§ **WHAT YOU WILL DO**
Say how many lines of the records include the string "PANGLIPURAN". Nothing else belongs in the answer.

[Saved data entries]
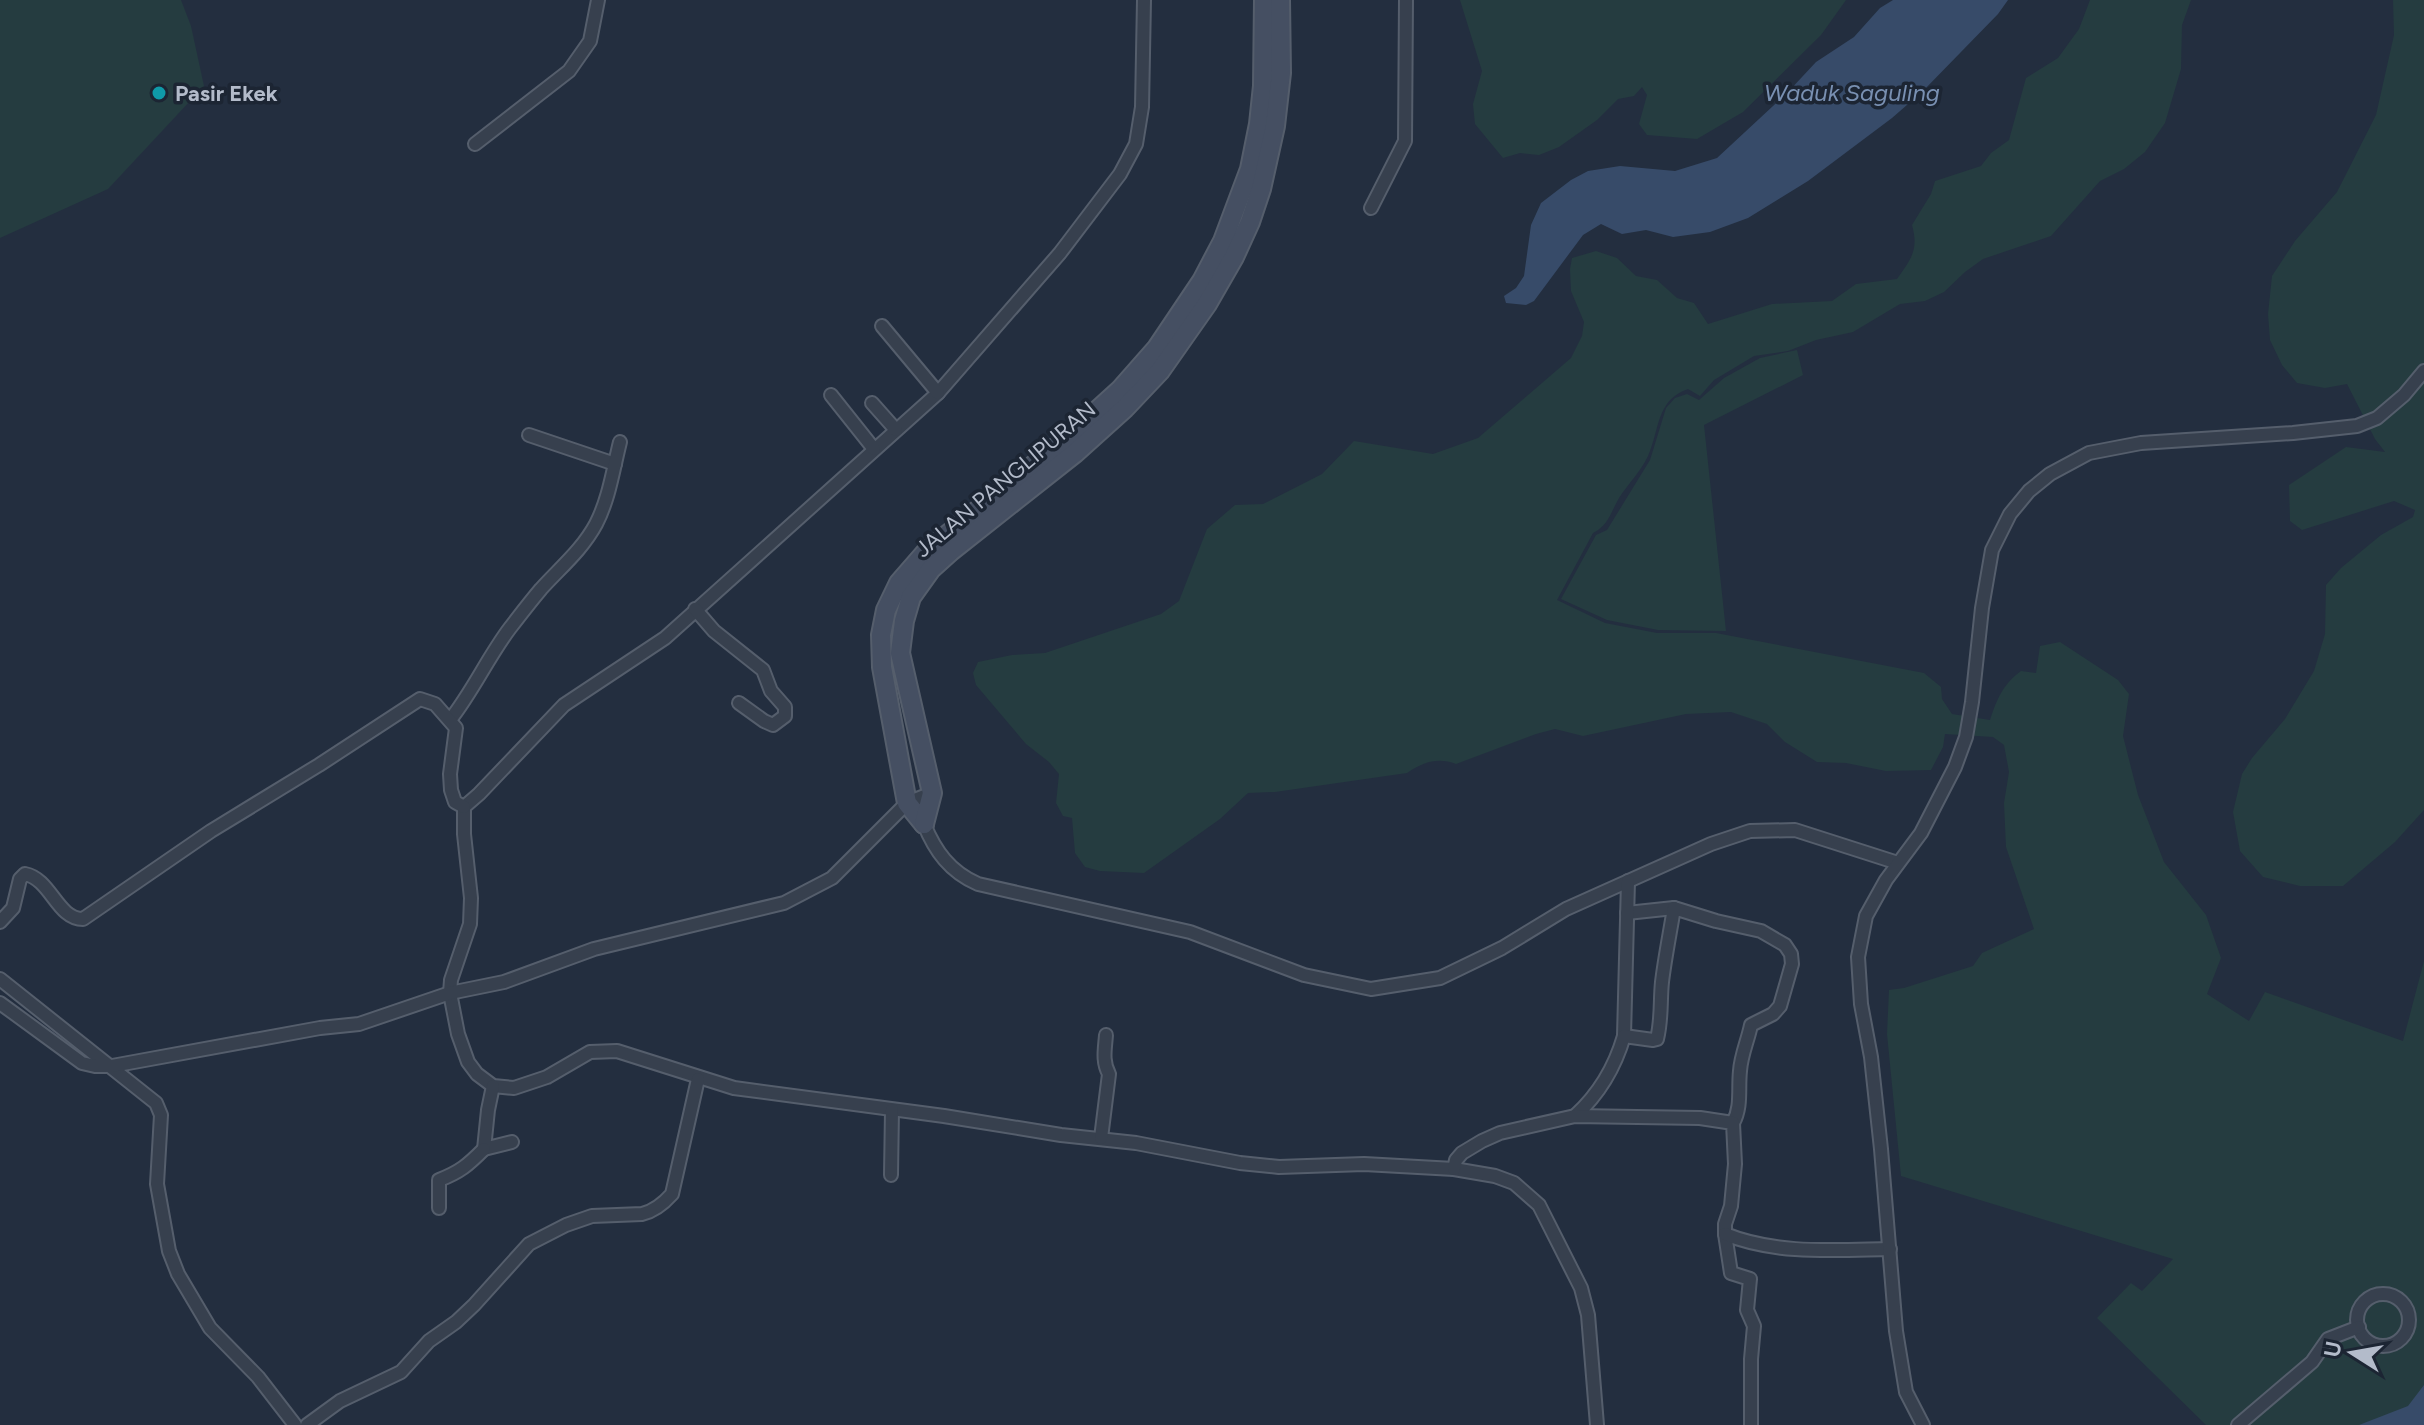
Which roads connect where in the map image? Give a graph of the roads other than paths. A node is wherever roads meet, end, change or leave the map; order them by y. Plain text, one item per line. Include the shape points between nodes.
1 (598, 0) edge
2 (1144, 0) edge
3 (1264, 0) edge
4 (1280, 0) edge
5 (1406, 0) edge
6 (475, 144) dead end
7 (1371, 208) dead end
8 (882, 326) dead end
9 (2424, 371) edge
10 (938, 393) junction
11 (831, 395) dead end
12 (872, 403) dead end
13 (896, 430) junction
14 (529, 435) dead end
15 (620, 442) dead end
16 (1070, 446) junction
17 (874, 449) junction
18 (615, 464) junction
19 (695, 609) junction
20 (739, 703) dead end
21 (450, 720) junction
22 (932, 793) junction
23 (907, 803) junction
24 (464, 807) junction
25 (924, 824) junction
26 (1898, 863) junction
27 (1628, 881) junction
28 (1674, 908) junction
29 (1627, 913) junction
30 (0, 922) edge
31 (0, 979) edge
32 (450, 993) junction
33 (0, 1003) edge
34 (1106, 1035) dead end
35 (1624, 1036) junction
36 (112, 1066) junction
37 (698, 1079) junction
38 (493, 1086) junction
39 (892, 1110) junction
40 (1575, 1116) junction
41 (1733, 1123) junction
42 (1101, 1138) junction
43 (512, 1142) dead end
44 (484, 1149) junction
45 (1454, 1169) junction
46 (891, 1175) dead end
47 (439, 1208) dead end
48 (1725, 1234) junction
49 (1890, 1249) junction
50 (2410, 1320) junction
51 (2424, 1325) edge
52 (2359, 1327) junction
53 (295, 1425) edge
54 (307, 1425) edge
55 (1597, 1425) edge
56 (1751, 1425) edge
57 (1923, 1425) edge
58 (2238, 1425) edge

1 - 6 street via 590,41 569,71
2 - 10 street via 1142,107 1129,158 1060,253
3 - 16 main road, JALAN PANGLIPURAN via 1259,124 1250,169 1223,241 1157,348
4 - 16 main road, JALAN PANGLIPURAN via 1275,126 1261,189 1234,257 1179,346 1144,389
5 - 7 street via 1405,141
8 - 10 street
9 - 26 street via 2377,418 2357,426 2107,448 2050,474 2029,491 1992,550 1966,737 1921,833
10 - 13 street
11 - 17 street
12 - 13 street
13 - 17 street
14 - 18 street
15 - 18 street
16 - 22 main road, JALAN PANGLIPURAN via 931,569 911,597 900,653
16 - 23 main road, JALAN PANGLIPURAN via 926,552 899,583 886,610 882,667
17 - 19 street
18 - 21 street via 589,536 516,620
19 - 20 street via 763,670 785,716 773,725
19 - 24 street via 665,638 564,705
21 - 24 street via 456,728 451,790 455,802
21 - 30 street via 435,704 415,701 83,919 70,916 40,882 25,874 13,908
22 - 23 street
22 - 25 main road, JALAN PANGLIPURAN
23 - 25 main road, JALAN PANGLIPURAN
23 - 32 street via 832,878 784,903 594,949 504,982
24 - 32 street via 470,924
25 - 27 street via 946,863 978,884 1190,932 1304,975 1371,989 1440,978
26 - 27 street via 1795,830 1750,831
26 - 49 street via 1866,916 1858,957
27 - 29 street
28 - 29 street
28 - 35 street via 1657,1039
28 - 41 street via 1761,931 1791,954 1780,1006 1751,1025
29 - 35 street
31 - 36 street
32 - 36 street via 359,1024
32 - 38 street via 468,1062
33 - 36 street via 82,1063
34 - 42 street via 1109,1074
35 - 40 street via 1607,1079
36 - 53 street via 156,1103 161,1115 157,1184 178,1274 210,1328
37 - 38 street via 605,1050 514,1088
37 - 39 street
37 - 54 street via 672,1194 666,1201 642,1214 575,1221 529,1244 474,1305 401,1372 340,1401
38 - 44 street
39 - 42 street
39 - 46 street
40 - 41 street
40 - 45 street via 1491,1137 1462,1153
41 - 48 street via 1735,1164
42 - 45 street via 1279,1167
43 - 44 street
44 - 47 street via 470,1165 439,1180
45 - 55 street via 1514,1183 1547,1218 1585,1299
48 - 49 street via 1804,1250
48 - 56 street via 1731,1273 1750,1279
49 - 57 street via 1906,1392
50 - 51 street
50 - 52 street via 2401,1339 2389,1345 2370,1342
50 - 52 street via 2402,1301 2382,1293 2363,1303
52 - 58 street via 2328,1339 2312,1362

---

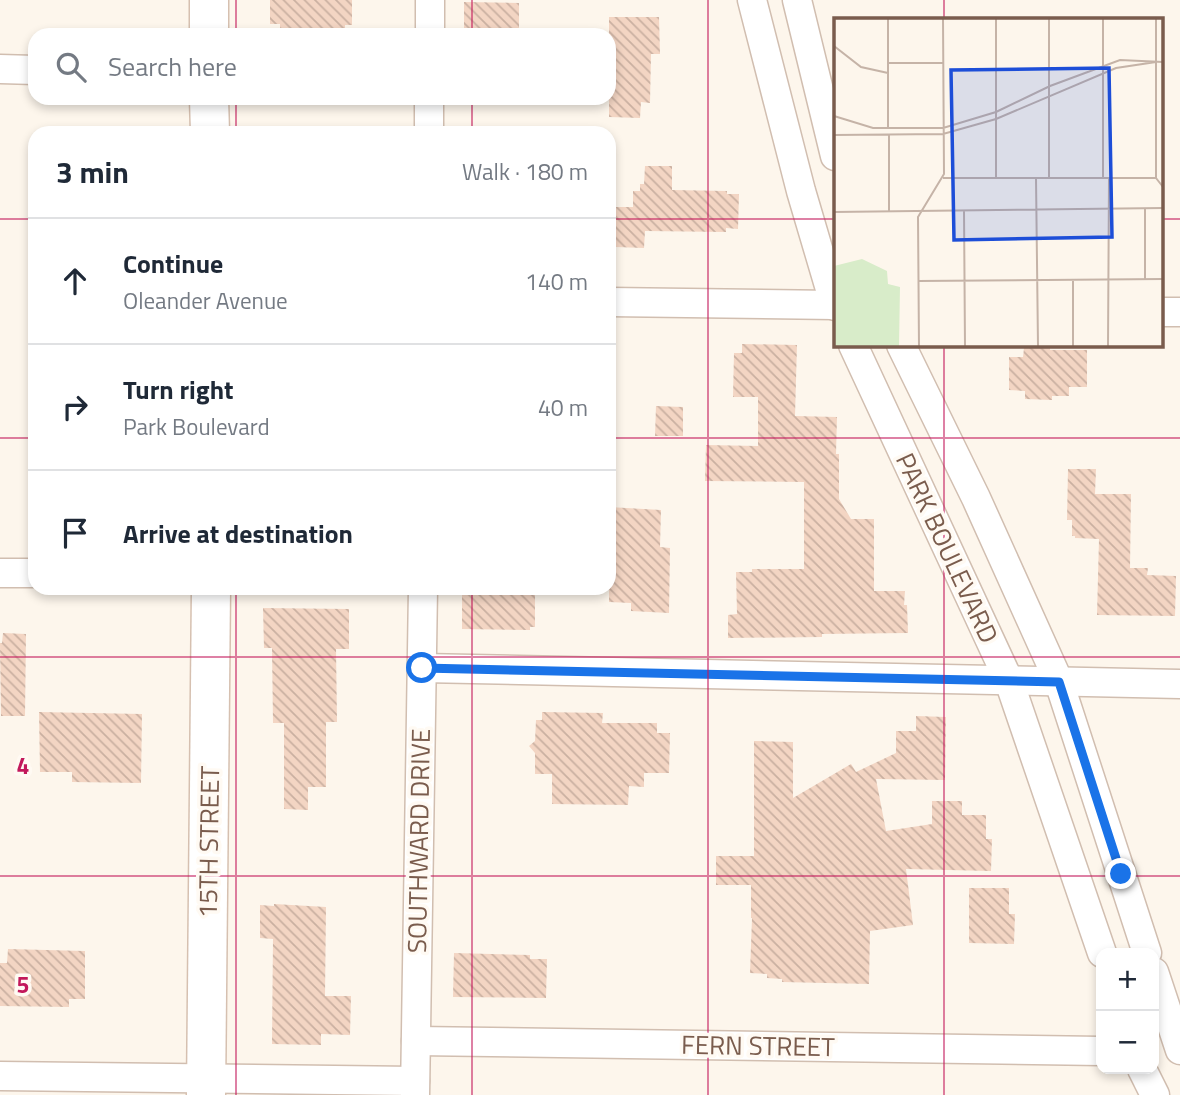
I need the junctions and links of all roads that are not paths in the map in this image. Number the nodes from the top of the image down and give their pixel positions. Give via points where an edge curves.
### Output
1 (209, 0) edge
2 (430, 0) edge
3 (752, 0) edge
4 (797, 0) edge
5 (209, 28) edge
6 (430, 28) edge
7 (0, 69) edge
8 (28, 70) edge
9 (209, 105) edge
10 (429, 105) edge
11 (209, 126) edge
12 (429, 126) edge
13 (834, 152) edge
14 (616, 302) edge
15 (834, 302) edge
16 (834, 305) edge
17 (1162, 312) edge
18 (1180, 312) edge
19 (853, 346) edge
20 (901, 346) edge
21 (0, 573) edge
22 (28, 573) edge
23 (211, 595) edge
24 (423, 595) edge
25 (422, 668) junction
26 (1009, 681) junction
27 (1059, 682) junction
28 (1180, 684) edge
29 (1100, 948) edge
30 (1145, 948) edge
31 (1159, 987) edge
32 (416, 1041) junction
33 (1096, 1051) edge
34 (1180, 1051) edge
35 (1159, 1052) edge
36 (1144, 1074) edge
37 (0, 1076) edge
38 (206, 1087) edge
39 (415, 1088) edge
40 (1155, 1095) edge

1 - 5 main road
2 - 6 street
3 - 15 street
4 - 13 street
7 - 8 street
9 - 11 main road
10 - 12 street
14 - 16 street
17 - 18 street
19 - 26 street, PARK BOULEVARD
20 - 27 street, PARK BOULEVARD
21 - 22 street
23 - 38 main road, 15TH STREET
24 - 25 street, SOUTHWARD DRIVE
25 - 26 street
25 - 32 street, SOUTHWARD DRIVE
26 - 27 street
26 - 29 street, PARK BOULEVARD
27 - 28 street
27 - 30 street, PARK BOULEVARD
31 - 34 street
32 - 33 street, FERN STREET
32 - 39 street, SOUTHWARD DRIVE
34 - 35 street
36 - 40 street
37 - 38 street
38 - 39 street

§ **WRITTEN SOLUTION**
6